Actors simply refer to Macbeth as "the Scottish play", because they believe mentioning it by name will court certain bad luck. Scotland's footballers may soon feel the same about MacBerti.
The last person to answer a call from Scotland's national coach - Celtic's John Kennedy - suffered such intense injury damage that it has put his career in doubt. Nigel Quashie will perform a quick costume change in Copenhagen on Wednesday night to turn into a Scot, but "break a leg" is not an optional joke on his opening night following Kennedy's wretched debut last month.
Berti Vogts predicted this week that the 20-year-old defender - who was taken from the field on a stretcher just 15 minutes into the game with Romania last month with torn knee ligaments - would remain in his plans, but Kennedy faces around a year out.
If something rotten happens in the state of Denmark this week, Vogts would hope his players would not stand by as meekly as they did when Kennedy was badly injured. The Scotland manager condemned his team for not looking after the youngster, or exacting retribution upon Ioan Ganea, the Wolver-hampton Wanderers striker whose dreadful tackle inflicted the injury.
The Danes will see a different Scotland on Wednesday, he says. "Attack one of us, you attack all of us - and you will pay the price."
Into this simmering pot of potential trouble comes Quashie, the man Vogts wants to be his midfielder enforcer. The Portsmouth player is more Cockney than Del Boy, but the former England Under-21 player will complete his transformation to bona fide Scot in the Parkenstadion by winning his first full cap for the land of his grandfather.
His former coach, Jim Duffy, believes that even if Quashie may not yet speak like a Scot, he certainly acts like one. "Nigel gets stuck right in and can be very aggressive when he wants to be," says Duffy, who helped bring Quashie to Fratton Park in his role as Graham Rix's assistant before returning to manage Dundee.

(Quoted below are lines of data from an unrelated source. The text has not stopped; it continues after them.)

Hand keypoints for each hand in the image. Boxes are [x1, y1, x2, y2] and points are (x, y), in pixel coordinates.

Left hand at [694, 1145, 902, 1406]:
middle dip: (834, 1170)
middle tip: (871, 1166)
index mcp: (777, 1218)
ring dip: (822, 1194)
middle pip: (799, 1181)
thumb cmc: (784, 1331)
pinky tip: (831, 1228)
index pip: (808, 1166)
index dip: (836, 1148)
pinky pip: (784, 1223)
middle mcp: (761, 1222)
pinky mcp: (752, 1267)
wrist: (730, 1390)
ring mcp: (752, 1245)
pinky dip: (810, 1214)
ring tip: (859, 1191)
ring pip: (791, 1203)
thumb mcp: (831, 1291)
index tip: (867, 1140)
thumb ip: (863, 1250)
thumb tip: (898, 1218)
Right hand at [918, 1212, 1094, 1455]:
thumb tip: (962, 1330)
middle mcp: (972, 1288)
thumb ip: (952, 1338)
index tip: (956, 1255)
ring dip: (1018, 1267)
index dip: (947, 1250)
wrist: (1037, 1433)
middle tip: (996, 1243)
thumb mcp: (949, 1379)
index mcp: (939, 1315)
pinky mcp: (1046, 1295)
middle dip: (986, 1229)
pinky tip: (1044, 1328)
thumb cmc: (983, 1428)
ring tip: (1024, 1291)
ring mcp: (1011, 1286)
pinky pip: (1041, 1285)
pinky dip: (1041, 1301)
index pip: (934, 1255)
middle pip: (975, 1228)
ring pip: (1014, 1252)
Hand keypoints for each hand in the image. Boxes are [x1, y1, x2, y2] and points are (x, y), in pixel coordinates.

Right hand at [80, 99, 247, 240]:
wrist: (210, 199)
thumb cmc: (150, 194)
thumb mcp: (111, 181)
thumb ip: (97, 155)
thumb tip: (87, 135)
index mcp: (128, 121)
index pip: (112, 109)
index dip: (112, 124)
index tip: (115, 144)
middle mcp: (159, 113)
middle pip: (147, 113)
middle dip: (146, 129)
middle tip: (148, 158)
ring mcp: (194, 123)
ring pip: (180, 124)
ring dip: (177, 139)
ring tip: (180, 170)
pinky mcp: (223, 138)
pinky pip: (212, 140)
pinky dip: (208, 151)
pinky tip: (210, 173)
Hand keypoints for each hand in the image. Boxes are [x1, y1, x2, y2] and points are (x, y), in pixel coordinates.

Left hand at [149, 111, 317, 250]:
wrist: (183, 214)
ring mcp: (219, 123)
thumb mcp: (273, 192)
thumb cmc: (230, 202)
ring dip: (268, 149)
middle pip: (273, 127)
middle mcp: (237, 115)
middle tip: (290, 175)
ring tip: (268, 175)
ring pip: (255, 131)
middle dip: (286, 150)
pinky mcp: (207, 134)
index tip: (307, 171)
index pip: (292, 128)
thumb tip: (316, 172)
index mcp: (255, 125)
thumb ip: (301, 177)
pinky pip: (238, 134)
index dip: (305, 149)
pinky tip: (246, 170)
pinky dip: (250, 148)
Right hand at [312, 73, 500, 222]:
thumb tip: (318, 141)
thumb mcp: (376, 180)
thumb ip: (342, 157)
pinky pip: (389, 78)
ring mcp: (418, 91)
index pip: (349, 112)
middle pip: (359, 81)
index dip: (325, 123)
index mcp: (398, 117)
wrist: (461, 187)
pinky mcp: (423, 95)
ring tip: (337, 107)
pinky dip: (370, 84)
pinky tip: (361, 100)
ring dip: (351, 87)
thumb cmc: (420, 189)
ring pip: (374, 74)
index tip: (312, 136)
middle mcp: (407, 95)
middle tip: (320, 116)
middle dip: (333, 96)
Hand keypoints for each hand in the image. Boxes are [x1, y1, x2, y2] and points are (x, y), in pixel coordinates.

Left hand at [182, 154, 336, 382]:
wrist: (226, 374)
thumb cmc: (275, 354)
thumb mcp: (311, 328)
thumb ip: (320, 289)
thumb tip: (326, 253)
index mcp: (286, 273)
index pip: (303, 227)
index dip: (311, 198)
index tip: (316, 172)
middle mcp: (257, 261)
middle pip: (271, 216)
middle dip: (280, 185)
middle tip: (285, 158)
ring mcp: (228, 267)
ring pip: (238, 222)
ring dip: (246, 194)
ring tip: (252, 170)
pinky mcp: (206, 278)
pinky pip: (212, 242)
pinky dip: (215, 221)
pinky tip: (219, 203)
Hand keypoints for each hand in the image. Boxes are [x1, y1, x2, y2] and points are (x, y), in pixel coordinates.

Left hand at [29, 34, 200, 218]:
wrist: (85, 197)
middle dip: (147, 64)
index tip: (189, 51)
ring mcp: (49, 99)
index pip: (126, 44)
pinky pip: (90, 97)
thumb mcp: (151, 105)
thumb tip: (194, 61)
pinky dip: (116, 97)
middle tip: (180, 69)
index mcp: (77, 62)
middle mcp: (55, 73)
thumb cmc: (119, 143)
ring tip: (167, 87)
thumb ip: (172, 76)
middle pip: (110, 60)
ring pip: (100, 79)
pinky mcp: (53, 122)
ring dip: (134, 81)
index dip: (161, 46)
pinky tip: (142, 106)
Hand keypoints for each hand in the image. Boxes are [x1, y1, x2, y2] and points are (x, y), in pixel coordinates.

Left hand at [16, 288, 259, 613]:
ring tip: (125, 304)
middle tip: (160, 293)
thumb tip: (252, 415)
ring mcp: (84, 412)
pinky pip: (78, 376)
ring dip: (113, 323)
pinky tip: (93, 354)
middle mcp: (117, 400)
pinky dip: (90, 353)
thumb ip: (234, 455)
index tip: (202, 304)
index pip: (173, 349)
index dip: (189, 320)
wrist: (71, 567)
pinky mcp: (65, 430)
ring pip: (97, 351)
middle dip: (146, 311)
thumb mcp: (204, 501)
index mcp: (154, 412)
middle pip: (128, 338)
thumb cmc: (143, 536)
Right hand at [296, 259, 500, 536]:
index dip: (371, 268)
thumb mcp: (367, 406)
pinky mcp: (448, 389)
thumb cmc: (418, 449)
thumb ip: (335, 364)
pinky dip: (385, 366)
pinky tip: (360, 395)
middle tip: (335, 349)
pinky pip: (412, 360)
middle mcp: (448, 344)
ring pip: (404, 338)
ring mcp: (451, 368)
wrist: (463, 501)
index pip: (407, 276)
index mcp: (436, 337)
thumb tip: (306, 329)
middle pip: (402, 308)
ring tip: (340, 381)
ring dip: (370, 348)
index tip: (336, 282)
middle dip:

Quashie was tipped to become one of England's brightest stars when he was at Queen's Park Rangers - where he won his four Under-21 caps in 1998 and a B cap against Chile - before a move to Nottingham Forest set him back.
Duffy has no qualms about Vogts using the rule that allows him to snatch the Londoner whose Glaswegian grandfather has allowed him to kickstart his international career by swapping three lions for one. "It is a great acquisition for Scotland," says Duffy. "Nigel is a top-class player who will do a great job. He is the type who gives his all and I am excited he has decided to play for Scotland.
"He is a two-footed midfielder who is tough-tackling and very comfortable in possession. Harry Redknapp has only kept two or three of the boys from when he took over at Portsmouth, and Nigel is one of them.
"I look at the Scotland side and think he could do a real job for us. Barry Ferguson has still not returned from injury and Nigel could take that mantle of sitting and dictating play or pressing the game."
The honour of being given a debut for his adopted country will be even more keenly felt by Quashie at a time of personal trauma. His mother, Caroline, is suffering from cancer, and it is through her father that the qualification came.
"My grandfather lived in London for a long time before he died but he never lost his Scottish roots or lost his accent," Quashie said. "When I was younger, my grandfather always said I would grow up to play for Scotland. We used to laugh about it, but I know my mum will be proud of me.
"I might have played for England, but I am desperate to do well for Scotland because they have given me the chance to play international football."